6. Test the application.

7. Deploy the application.

8. Manage the application.

More information about the stages of this process can be found throughout the rest of this

guide. For a detailed walkthrough of using the TSMMD tool, see Chapter 7, "Specifying a

Management Model Using the TSMMD Tool."

Northern Electronics Scenario The solutions architect of Northern Electronics has defined the following managed entities for

the application:

• One managed entity for each Web service in the application:

◦ ShippingService

◦ PickupService

◦ TransportService

• One managed entity for each database used by the application:

◦ Transport

◦ Shipping

• One or more managed entities for each workstation application that communicates

with a Web service:

◦ WarehouseClient. This corresponds to the application running on the

warehouse workstation.

◦ PickupConfirmationClient. This corresponds to the application running on the

loading dock workstation.

◦ OrderClient. This corresponds to the application running on the shipping clerk

workstation.

◦ PickupNotificationClient and ProcessOrderClient. These correspond to the

application running on the transport office workstation.

The application running on the Transport Office workstation has two distinct pieces of

functionality of concern to the operations team. The solutions architect has decided to reflect

this by representing the application as two separate managed entities.

The solutions architect plans to use these managed entities as the basis for an application

management model. As a minimum, he plans to define abstract events and measures for each

managed entity, along with default instrumentation levels for each abstract event, and

mappings to concrete instrumentation technologies. He will also define trust levels for the

application and health states for the application.

Summary This chapter examined the overall design of a manageable application and discussed the design

principles that should be adhered to when architecting manageable applications. It also used

these principles to refine the high-level process previously discussed in Chapter 2, "A High-Level

Process for Manageable Applications," and provided additional information about the Northern

Electronics Scenario.

Chapter 4

Creating Effective Management

Models

Creating a management model is a key part of designing manageable applications.

Comprehensive management models provide an abstract representation of all knowledge about

the application; they do this by capturing information that is relevant to the successful

management of the application. Management models ensure that manageability is built into

every service and application; they also ensure that management features are aligned with the

needs of the administrator who will be running the application. As a result, they can

dramatically simplify the deployment and maintenance of applications in a distributed IT

environment.

Information contained in a comprehensive management model for an application has a number

of uses for the operations team, including the following:

• It provides operations with a broader view of the applications they need to maintain by

encapsulating all the information about an application in a coherent organized manner.

• It provides an abstraction of day-to-day operations from low-level technologies. For

example, if a database that forms part of a business application fails, the operations

team will often have to examine low-level events in a SQL log to determine the cause of

a problem. However, if the management model encapsulates the functionality of the

application, a management tool can be used to diagnose and correct the problem.

• It demonstrates how the various technologies that form a solution relate to one

another in operations.

• It predicts the impact of proposed changes to the environment.

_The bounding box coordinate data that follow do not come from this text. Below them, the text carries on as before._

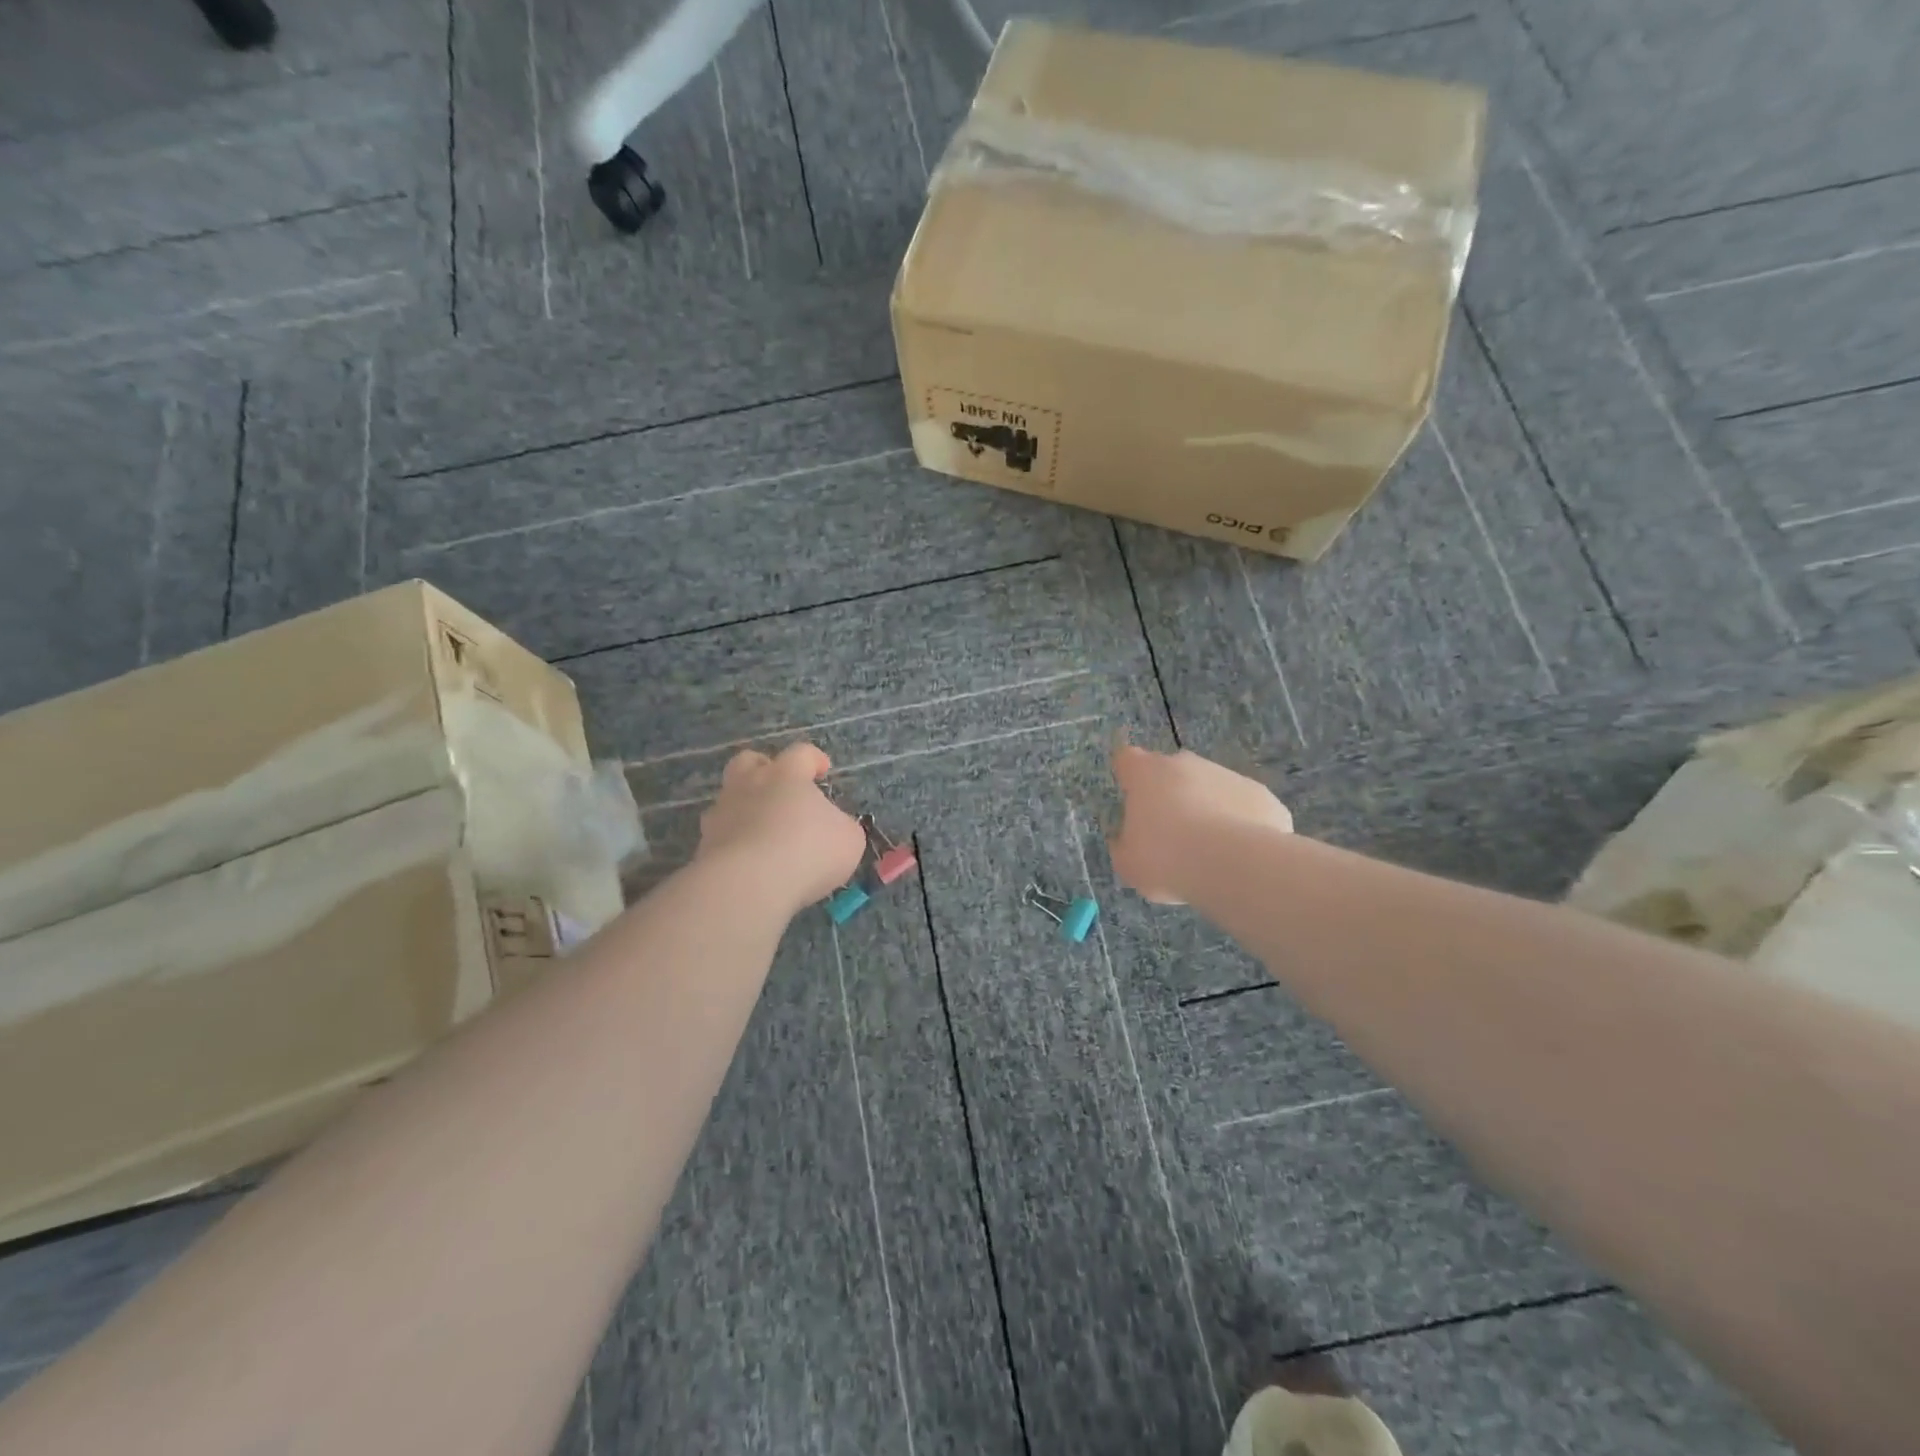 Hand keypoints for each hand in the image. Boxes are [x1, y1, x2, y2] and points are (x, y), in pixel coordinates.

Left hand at [697, 742, 865, 914]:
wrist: (749, 885)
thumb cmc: (809, 851)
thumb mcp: (848, 839)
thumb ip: (840, 827)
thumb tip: (832, 828)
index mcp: (786, 775)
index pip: (801, 753)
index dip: (814, 759)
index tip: (823, 771)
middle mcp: (749, 785)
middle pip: (748, 762)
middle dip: (763, 769)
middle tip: (780, 788)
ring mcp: (721, 814)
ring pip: (728, 798)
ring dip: (745, 809)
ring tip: (763, 833)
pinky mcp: (704, 846)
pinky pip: (721, 836)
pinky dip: (734, 843)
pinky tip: (749, 862)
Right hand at [1110, 744, 1292, 903]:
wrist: (1232, 866)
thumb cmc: (1166, 859)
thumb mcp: (1128, 863)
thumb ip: (1123, 845)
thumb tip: (1126, 839)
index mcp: (1146, 773)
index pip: (1127, 759)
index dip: (1128, 775)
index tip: (1131, 797)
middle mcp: (1185, 763)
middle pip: (1172, 771)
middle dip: (1170, 795)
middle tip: (1171, 834)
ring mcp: (1227, 775)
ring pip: (1211, 788)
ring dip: (1207, 809)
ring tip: (1209, 852)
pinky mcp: (1261, 794)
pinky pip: (1243, 806)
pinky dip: (1240, 824)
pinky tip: (1238, 854) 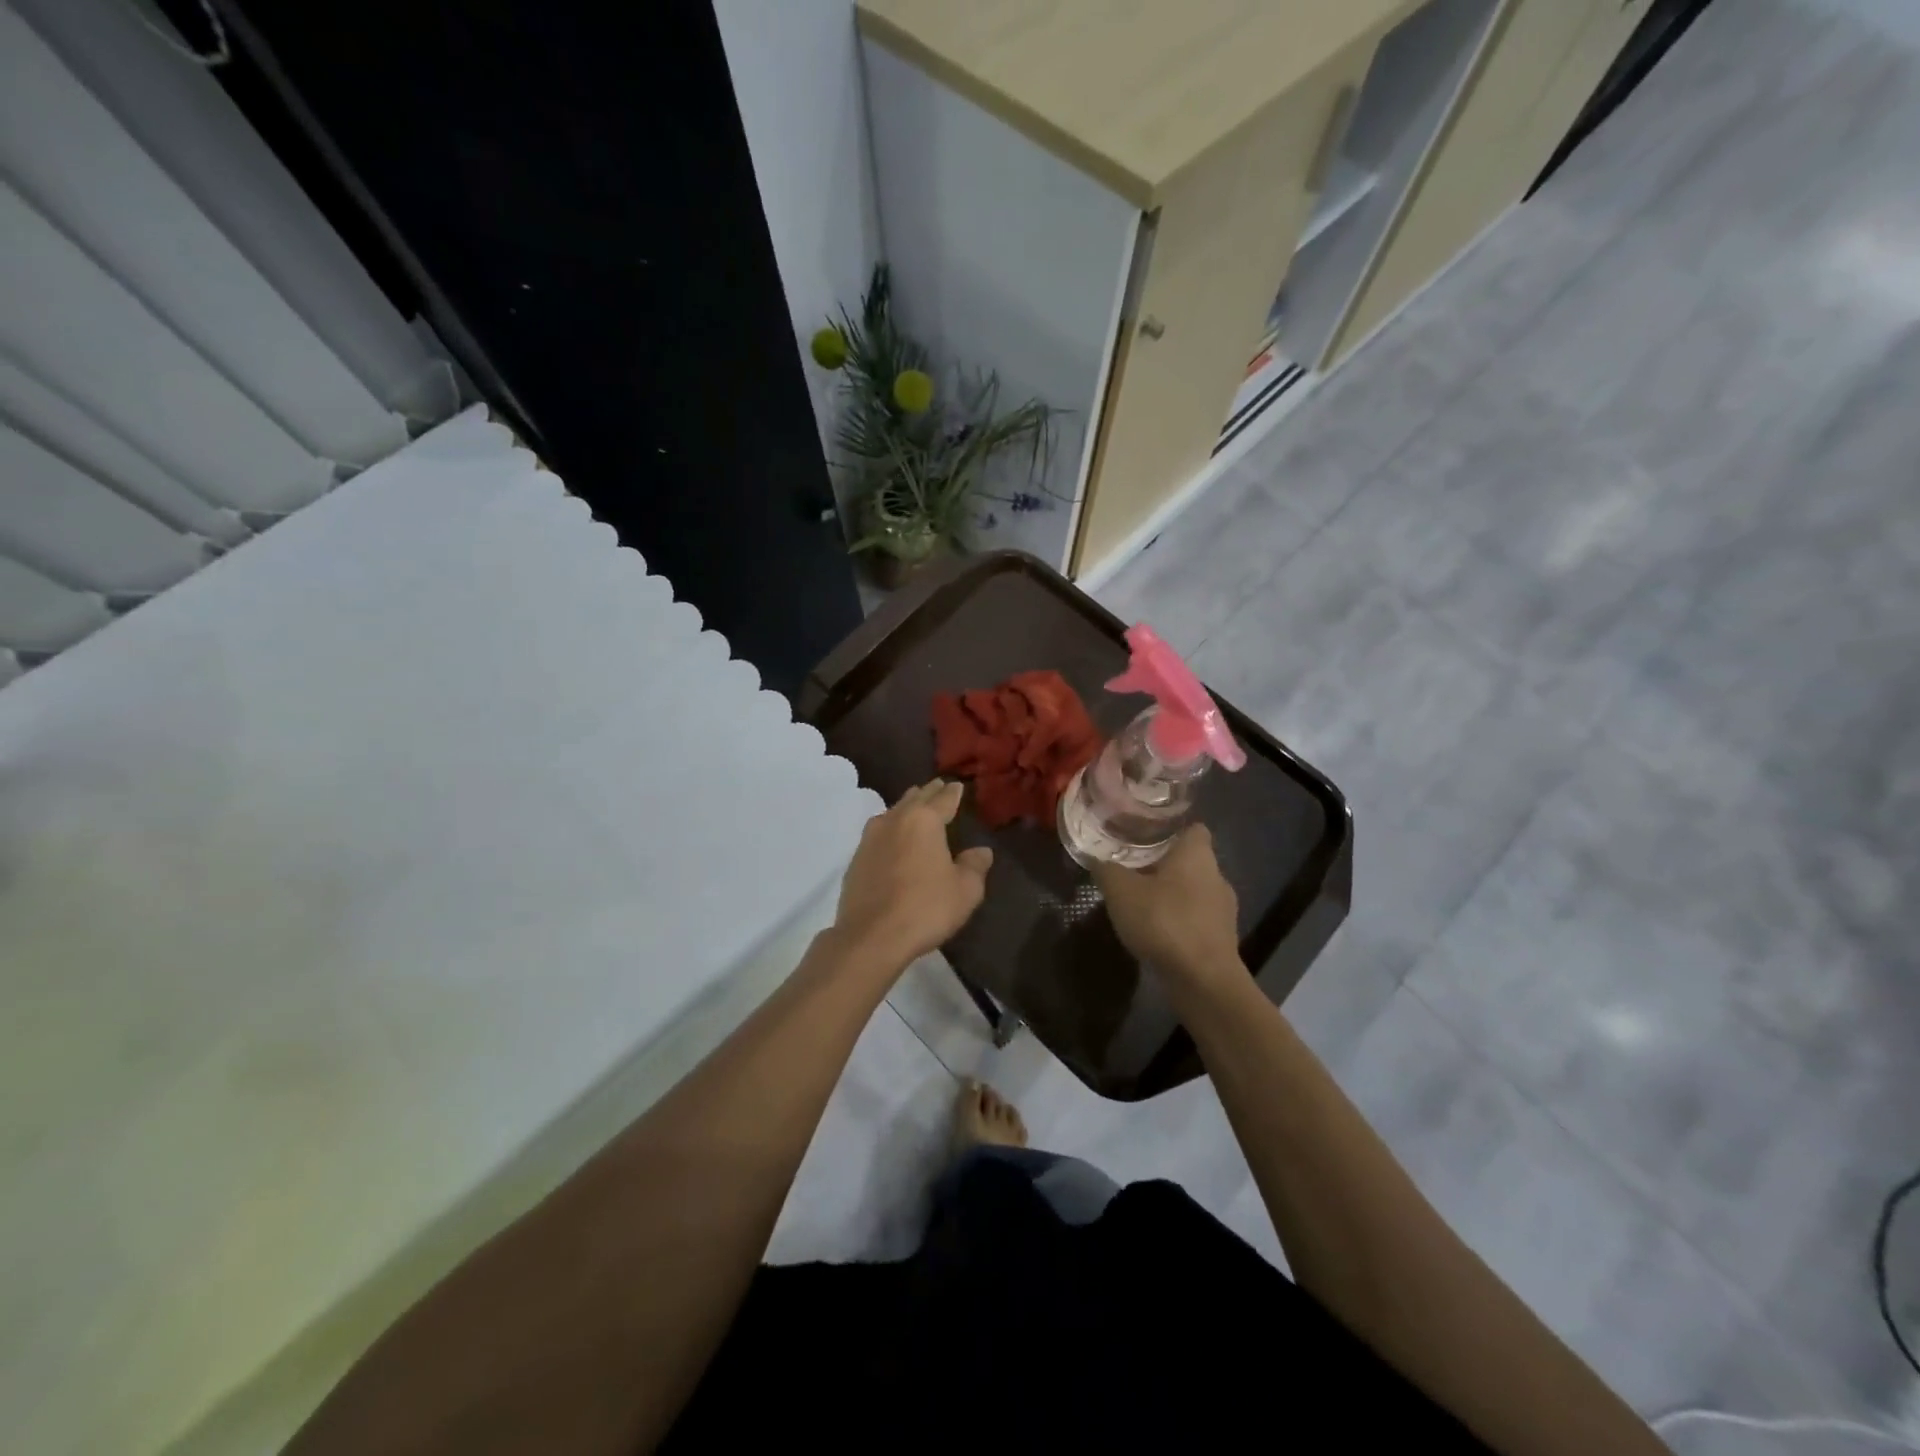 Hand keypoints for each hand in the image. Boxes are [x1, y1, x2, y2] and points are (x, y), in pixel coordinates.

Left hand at [832, 780, 993, 972]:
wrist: (871, 937)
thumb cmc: (925, 908)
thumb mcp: (965, 890)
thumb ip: (975, 866)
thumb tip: (981, 851)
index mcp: (924, 820)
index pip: (943, 799)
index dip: (952, 792)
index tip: (957, 785)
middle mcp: (895, 820)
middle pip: (915, 799)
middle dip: (928, 793)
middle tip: (938, 786)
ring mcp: (871, 838)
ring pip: (893, 812)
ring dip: (906, 807)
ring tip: (914, 806)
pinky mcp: (857, 858)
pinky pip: (878, 832)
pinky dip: (890, 828)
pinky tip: (893, 837)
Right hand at [1093, 826, 1240, 984]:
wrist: (1203, 980)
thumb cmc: (1164, 921)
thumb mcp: (1121, 891)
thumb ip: (1106, 869)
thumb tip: (1094, 856)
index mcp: (1197, 855)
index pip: (1193, 828)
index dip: (1171, 829)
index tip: (1145, 834)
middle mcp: (1217, 876)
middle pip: (1191, 861)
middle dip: (1165, 864)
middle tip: (1133, 868)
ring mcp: (1224, 910)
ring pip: (1194, 891)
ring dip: (1172, 895)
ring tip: (1141, 902)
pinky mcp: (1222, 939)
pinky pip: (1197, 919)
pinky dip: (1179, 920)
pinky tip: (1156, 931) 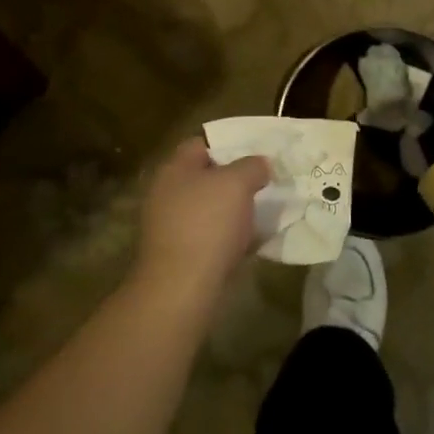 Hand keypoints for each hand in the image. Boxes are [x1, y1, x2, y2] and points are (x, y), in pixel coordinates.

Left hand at [131, 138, 269, 314]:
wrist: (182, 289)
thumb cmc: (207, 224)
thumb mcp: (237, 183)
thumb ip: (252, 166)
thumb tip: (261, 163)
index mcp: (174, 169)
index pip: (201, 144)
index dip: (229, 144)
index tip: (257, 154)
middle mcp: (167, 193)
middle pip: (207, 177)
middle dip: (236, 181)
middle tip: (266, 184)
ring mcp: (171, 226)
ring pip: (211, 209)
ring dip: (235, 211)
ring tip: (265, 213)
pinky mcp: (180, 255)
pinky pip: (211, 237)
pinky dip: (230, 238)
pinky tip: (253, 243)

• It provides effective troubleshooting information and a detailed view of issues,

including the impact of any problem.

• It provides well-defined, prescriptive configurations for deployment.

• It automates operations with pre-defined command line tools and scripting.

The output from a management model can form the basis for the definition of many artifacts

required during development, including instrumentation and health artifacts. This ultimately

leads to well-designed application instrumentation that supports full monitoring, diagnosis and

troubleshooting by IT operations staff. Effective management models can also reduce the time

needed to adopt a new application, because operations staff will have a more thorough

understanding of the application architecture.

Management models should represent the application as comprehensively as possible.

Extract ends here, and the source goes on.